Greasing the threads is absolutely necessary.

The rod that came with and the proto tools replacement both looked very decent and based on when they failed were at least Gr5.

3/4 Gr2 has 15,380# force
3/4 Gr5 has 23,780# force
3/4 Gr8 has 33,570# force

It is possible based on my torque to force calculation the original rod was G8 since the math worked out to > 30,000# to remove the bearing. That being said the threads came off like corn coming off the cob. I ended up with almost smooth cylinders. So I'm pretty sure they were G5.

If you can find Gr 8 bolt in 3/4-20 that has 34,760# rated clamp force that should work without having to bore out the plates to 1".

It takes 325 ftlb lubricated torque to achieve that level of force.

The 1" Gr8 I now have however can push 61,190# but takes 765 ftlb of torque to get there. Even with my monster torque wrench it's only 700 ftlb so I guess I can only push with 56,000# of force but 28T force and way below the limits of the bolt so I won't possibly strip it.

The smaller bearing from the back wheel probably took 15-20,000# to install and it went on like butter.
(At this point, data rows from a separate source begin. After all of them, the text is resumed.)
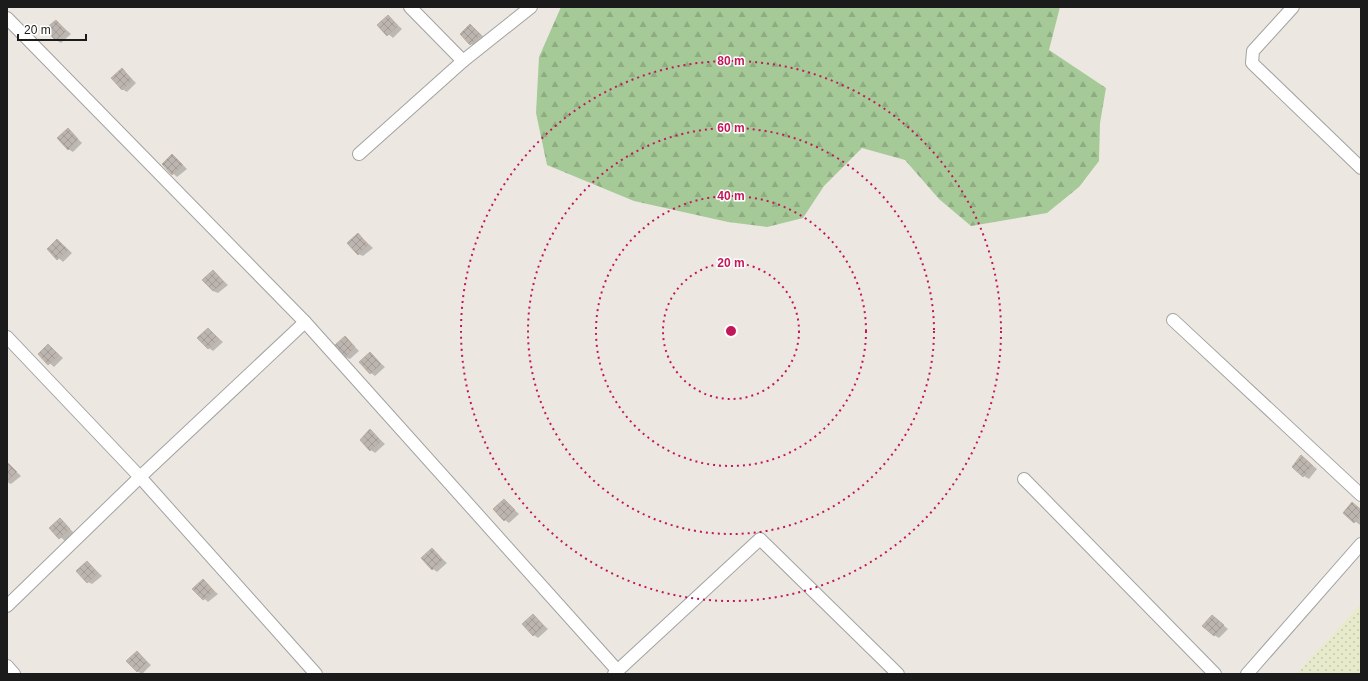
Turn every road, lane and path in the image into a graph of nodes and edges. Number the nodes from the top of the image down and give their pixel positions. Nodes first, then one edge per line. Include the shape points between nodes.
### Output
1 (410, 7) edge
2 (530, 7) edge
3 (1293, 7) edge
4 (7, 18) edge
5 (463, 61) junction
6 (358, 154) dead end
7 (1361, 168) edge
8 (1172, 320) dead end
9 (305, 322) junction
10 (7, 337) edge
11 (140, 477) junction
12 (1024, 479) dead end
13 (1361, 495) edge
14 (1361, 544) edge
15 (7, 606) edge
16 (7, 666) edge
17 (615, 672) edge
18 (14, 674) edge
19 (316, 674) edge
20 (898, 674) edge
21 (1215, 674) edge
22 (1248, 674) edge

1 - 5 lane
2 - 5 lane
3 - 7 lane via 1253,51 1252,63
4 - 9 lane
5 - 6 lane
8 - 13 lane
9 - 11 lane
9 - 17 lane
10 - 11 lane
11 - 15 lane
11 - 19 lane
12 - 21 lane
14 - 22 lane
16 - 18 lane
17 - 20 lane via 760,538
No heating or cooling needed just assemble and into a stack around the bolt and turn the nut until things stopped moving.
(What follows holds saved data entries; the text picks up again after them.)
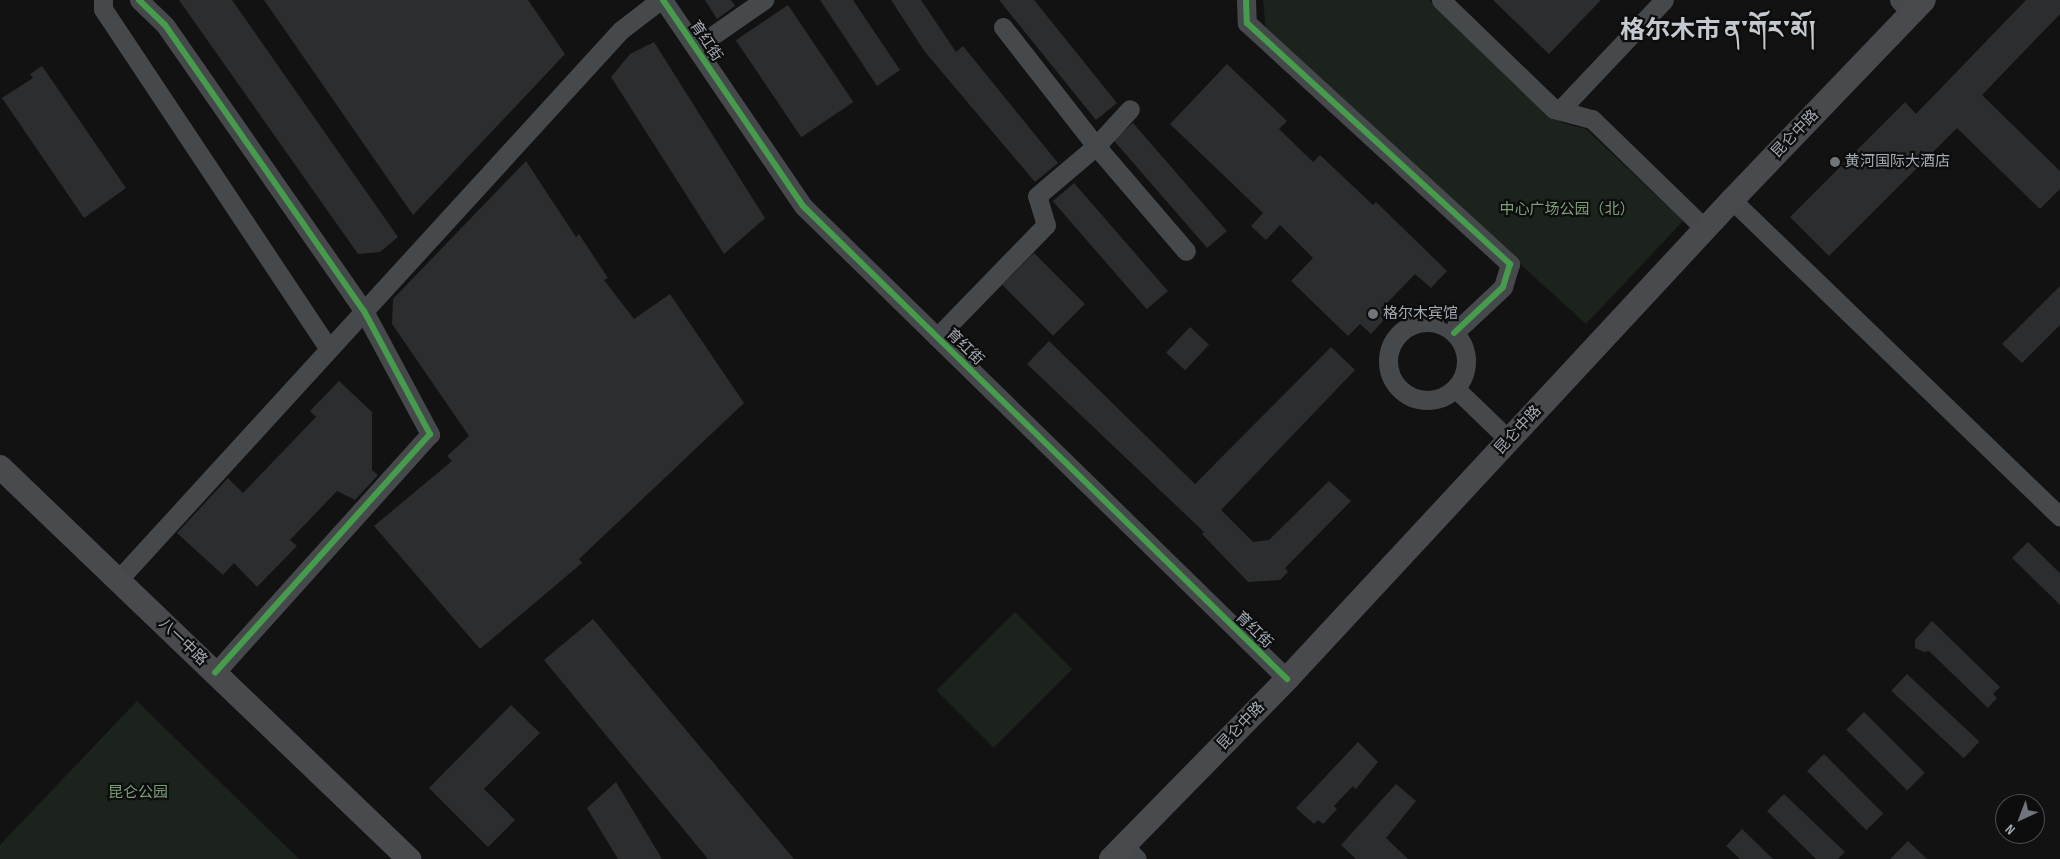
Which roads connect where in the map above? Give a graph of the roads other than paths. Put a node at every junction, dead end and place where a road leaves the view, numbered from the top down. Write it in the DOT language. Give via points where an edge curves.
graph roads {
  1 [pos="103,0"];
  2 [pos="138,0"];
  3 [pos="662,0"];
  4 [pos="764,0"];
  5 [pos="1246,0"];
  6 [pos="1441,0"];
  7 [pos="1664,0"];
  8 [pos="1911,4"];
  9 [pos="1003,26"];
  10 [pos="696,47"];
  11 [pos="1130,109"];
  12 [pos="1560,110"];
  13 [pos="1096,146"];
  14 [pos="1732,200"];
  15 [pos="1706,229"];
  16 [pos="1186,251"];
  17 [pos="364,311"];
  18 [pos="1454,333"];
  19 [pos="937,337"];
  20 [pos="329,349"];
  21 [pos="1455,388"];
  22 [pos="1510,440"];
  23 [pos="0,467"];
  24 [pos="2060,517"];
  25 [pos="118,580"];
  26 [pos="215,673"];
  27 [pos="1287,679"];
  28 [pos="1124,855"];
  29 [pos="409,859"];
  1 -- 20 [label="street" via="102,9"];
  2 -- 17 [label="street" via="165,25"];
  3 -- 10 [label="street, 育红街"];
  3 -- 17 [label="street" via="621,30"];
  4 -- 10 [label="street"];
  5 -- 18 [label="street" via="1247,23 1510,264 1503,287"];
  6 -- 12 [label="street" via="1554,109"];
  7 -- 12 [label="street"];
  8 -- 14 [label="main road, 昆仑中路"];
  9 -- 13 [label="street"];
  10 -- 19 [label="street, 育红街" via="803,206"];
  11 -- 13 [label="street"];
  12 -- 15 [label="street" via="1592,119"];
  13 -- 16 [label="street"];
  13 -- 19 [label="street" via="1037,196 1046,225"];
  14 -- 15 [label="main road, 昆仑中路"];
  14 -- 24 [label="street"];
  15 -- 22 [label="main road, 昆仑中路"];
  17 -- 20 [label="street"];
  17 -- 26 [label="street" via="430,434"];
  18 -- 21 [label="street" via="1461,342 1466,366"];
  18 -- 21 [label="street" via="1429,322 1404,330 1389,352 1388,365 1396,383 1410,396 1434,399"];
  19 -- 27 [label="street, 育红街"];
  20 -- 25 [label="street"];
  21 -- 22 [label="street"];
  22 -- 27 [label="main road, 昆仑中路"];
  23 -- 25 [label="main road, 八一中路"];
  25 -- 26 [label="main road, 八一中路"];
  26 -- 29 [label="main road, 八一中路"];
  27 -- 28 [label="main road, 昆仑中路"];
}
I need to replace my 3/4" rod to use with the smaller plates I didn't drill out to 1". I may just look for bolts rather than the official threaded push rods which seem to be Gr5.

I paid something stupid low for the 1" bolts maybe $6 each. I have to stack extra plates as shown because the bolt is not full thread but I figure that makes it stronger.

I also usually use an oil infused bronze thrust bushing not shown in this picture. It needs to be over 1/8" though, as when I used the 1/16" it just squirted out like it was made of clay! (What a surprise!)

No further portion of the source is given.